Al cooled on the idea,of course, but, as I breathed my sigh of relief, his eventual choice - an MG Magnette - was similarly "owned" by Martin Port, who had a couple of years earlier thought about maybe considering buying one.

Al knew what he wanted, though, and had the independence of mind - and determination to own one - to stick two fingers up at whatever anyone else may think to achieve his dream.

Admittedly, years back I was so smitten with Elans that I wilfully overlooked decades of ownership and expertise on the team, happy to be the rookie know-nothing just to have one.

It goes further than individual cars, too.  While anyone buying a BMW 2002 is unthinkable as long as David Evans draws breath, and Hurst has a loose grip on Jaguardom, our little allotments make Buckley's sphere of influence look like Kew Gardens.

Sure, I have always had a penchant for big bruising saloons, but my revved up Triumph can hardly be considered a barge.

Similarly, Buckley has always been so disparaging about Elans and their apparently  'techie slicker' owners, that that could hardly be deemed his patch either. Nor indeed would such follies as a Westfield Eleven or a Piper P2.

Yet, one Rover P5B followed by an Interceptor (a model Buckley has never owned and was only ever a brief custodian of long after I bought mine) and suddenly I am some kind of wannabe Buckley.

If I'd started smoking around in a Silver Shadow that I "spunked two large ones on" (no I don't really know what that means in English either) or, better still, blagged long-term from a dealer before hastily stitching some elbow patches on to my jacket (while going on the Slimfast Plan) the level  of unspoken accusation wouldn't have been any higher.

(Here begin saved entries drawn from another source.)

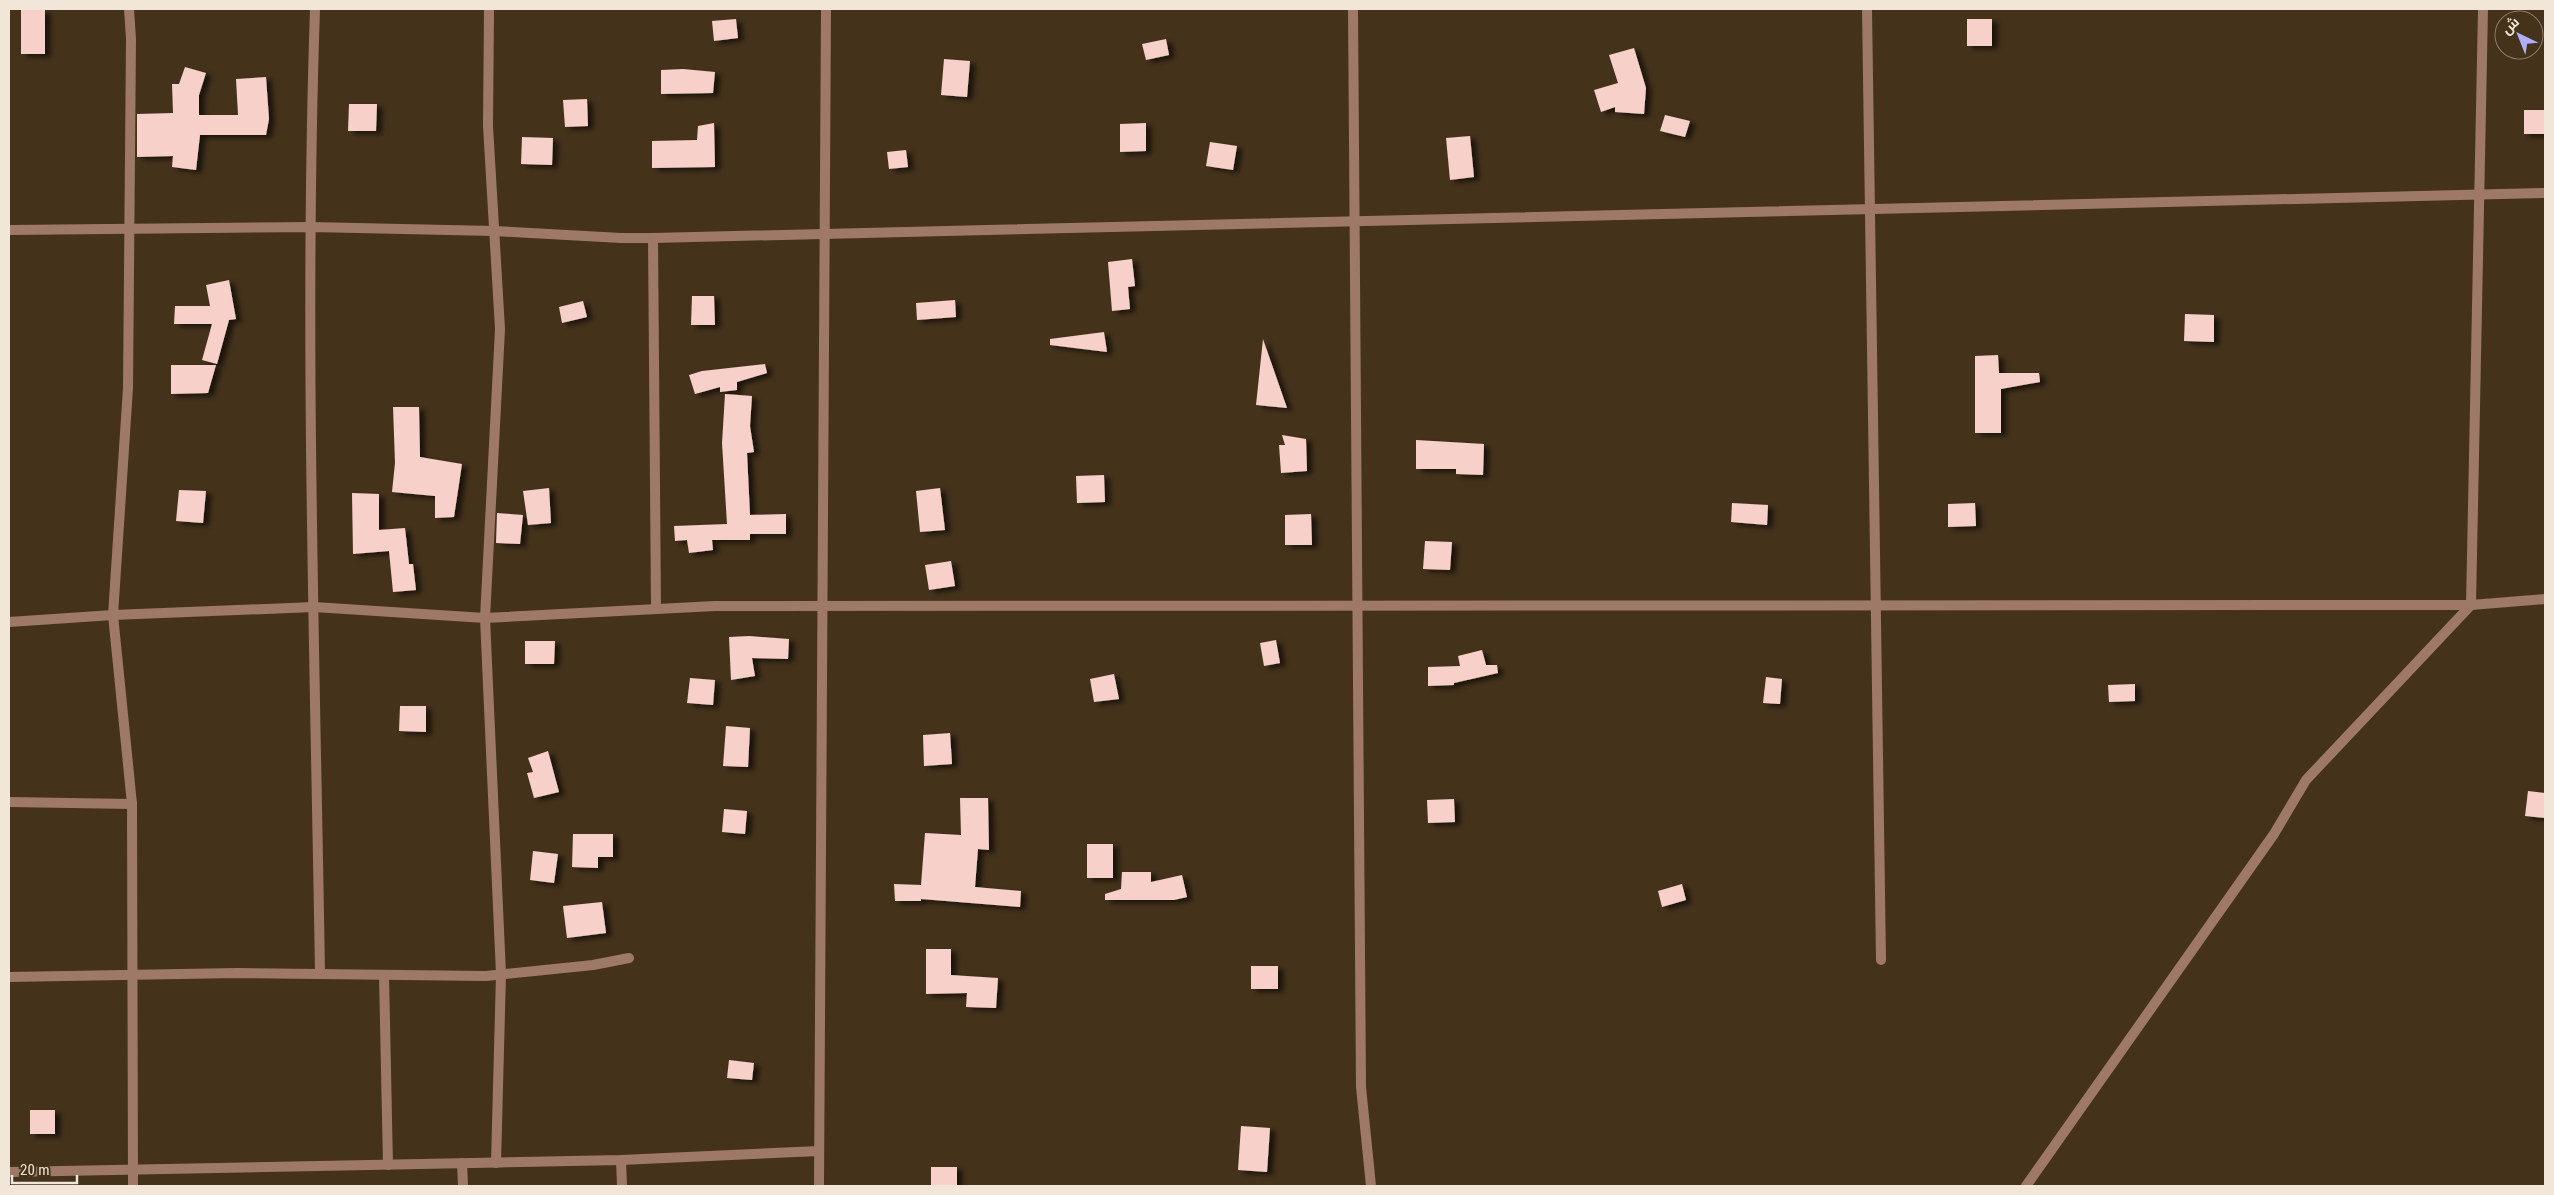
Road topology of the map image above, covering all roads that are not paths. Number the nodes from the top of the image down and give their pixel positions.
1 (129, 9) edge
2 (315, 9) edge
3 (489, 9) edge
4 (826, 9) edge
5 (1353, 9) edge
6 (1867, 9) edge
7 (2483, 9) edge
8 (2545, 193) edge
9 (2479, 194) junction
10 (1870, 209) junction
11 (1355, 220) junction
12 (311, 227) junction
13 (9, 230) edge
14 (130, 230) junction
15 (494, 231) junction
16 (824, 232) junction
17 (653, 238) junction
18 (2545, 600) edge
19 (2471, 605) junction
20 (1357, 606) junction
21 (1876, 606) junction
22 (314, 607) junction
23 (824, 607) junction
24 (656, 609) junction
25 (113, 615) junction
26 (485, 618) junction
27 (9, 622) edge
28 (9, 802) edge
29 (132, 804) junction
30 (629, 958) dead end
31 (1881, 960) dead end
32 (320, 974) junction
33 (501, 974) junction
34 (132, 975) junction
35 (384, 975) junction
36 (9, 977) edge
37 (819, 1151) junction
38 (621, 1160) junction
39 (496, 1162) junction
40 (462, 1163) junction
41 (388, 1165) junction
42 (133, 1170) junction
43 (9, 1172) edge
44 (133, 1186) edge
45 (463, 1186) edge
46 (622, 1186) edge
47 (819, 1186) edge
48 (1371, 1186) edge
49 (2026, 1186) edge

1 - 14 street
2 - 12 street
3 - 15 street
4 - 16 street
5 - 11 street
6 - 10 street
7 - 9 street
8 - 9 street
9 - 10 street
9 - 19 street
10 - 11 street
10 - 21 street
11 - 16 street
11 - 20 street
12 - 14 street
12 - 15 street
12 - 22 street
13 - 14 street
14 - 25 street
15 - 17 street
15 - 26 street
16 - 17 street
16 - 23 street
17 - 24 street
18 - 19 street
19 - 21 street
19 - 49 street
20 - 21 street
20 - 23 street
20 - 48 street
21 - 31 street
22 - 25 street
22 - 26 street
22 - 32 street
23 - 24 street
23 - 37 street
24 - 26 street
25 - 27 street
25 - 29 street
26 - 33 street
28 - 29 street
29 - 34 street
30 - 33 street
32 - 34 street
32 - 35 street
33 - 35 street
33 - 39 street
34 - 36 street
34 - 42 street
35 - 41 street
37 - 38 street
37 - 47 street
38 - 39 street
38 - 46 street
39 - 40 street
40 - 41 street
40 - 45 street
41 - 42 street
42 - 43 street
42 - 44 street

In my colleagues' minds I was on a one-way trip to Buckleydom, a feeling only slightly mollified by the fact that the Interceptor could alternatively have meant step one on a route that would inevitably mean a future of clogging up the car park with Luton blandness or Czech weirdness, or a transitory stage before embracing Balmism and throwing myself irretriveably into the world of rolled-up jeans and quiffs.

You see, that is the point: at C&SC there is nothing new under the classic sun, nothing that is either individual or original, nothing that hasn't been done before, better and longer and with more purity, or even simply lusted after with the same criteria. Every wagon here is a bandwagon.

So, if you work and mix with people with only a passing interest, or none at all, in your passion for classics, you may long for someone to share your hobby with, but your glorious isolation is not always a bad thing.

It means for example that, unlike me, you could buy a Silver Shadow with impunity.